## WHAT YOU ARE ASKED TO DO
Copies of all lines containing the string "points" are needed from the data below.

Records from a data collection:
---+---

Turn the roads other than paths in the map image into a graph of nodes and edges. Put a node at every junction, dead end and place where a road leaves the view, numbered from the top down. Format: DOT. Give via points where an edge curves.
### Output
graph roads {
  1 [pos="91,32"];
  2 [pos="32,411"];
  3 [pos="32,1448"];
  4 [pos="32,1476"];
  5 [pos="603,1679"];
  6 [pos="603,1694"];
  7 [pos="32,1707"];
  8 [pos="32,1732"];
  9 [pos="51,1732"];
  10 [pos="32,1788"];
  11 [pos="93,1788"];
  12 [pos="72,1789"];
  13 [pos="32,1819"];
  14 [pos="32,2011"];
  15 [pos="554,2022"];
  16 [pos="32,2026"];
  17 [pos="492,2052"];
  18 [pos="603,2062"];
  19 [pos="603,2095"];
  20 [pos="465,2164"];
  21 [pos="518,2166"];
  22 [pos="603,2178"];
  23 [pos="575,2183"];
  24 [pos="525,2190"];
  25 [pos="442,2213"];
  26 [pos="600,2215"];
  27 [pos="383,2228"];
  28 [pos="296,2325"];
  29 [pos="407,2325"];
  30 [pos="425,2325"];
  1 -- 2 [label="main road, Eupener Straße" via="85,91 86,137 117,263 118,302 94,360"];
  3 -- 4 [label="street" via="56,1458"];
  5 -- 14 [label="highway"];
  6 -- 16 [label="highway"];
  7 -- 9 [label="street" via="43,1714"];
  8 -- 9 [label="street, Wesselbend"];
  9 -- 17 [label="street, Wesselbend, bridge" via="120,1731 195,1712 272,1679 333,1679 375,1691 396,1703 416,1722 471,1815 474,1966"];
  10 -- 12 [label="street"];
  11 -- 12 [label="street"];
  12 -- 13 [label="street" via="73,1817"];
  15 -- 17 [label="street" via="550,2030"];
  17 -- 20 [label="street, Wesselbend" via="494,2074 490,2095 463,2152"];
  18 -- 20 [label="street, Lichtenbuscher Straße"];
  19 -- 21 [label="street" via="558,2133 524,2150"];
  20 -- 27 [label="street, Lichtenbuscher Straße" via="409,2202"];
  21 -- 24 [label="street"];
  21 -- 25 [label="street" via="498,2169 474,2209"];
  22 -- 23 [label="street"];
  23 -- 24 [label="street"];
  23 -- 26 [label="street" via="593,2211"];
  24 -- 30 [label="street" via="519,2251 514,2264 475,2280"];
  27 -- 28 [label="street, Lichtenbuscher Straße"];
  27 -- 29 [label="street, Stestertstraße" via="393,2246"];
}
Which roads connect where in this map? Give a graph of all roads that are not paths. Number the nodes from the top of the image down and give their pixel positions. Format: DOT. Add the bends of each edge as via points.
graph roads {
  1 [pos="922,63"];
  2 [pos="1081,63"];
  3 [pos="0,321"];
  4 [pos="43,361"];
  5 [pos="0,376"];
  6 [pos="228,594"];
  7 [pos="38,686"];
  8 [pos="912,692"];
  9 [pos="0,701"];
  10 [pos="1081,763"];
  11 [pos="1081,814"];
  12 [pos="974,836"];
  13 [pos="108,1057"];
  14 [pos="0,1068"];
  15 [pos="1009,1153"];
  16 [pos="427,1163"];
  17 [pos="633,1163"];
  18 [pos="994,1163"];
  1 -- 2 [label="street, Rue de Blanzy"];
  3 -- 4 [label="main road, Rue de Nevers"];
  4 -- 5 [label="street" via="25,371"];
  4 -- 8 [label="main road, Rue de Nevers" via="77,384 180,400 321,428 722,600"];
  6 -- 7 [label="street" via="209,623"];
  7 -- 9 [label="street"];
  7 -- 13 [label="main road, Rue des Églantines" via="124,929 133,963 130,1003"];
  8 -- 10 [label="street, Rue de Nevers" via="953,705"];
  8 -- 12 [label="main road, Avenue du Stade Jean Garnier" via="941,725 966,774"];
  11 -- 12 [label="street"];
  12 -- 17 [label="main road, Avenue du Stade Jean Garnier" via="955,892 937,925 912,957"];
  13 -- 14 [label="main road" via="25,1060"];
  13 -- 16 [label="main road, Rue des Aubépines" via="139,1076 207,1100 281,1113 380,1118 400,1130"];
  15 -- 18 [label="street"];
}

---+---

## RESPONSE AREA
Turn the roads other than paths in the map image into a graph of nodes and edges. Put a node at every junction, dead end and place where a road leaves the view, numbered from the top down. Format: DOT. Give via points where an edge curves.
Which roads connect where in this map? Give a graph of all roads that are not paths. Number the nodes from the top of the image down and give their pixel positions. Format: DOT. Add the bends of each edge as via points.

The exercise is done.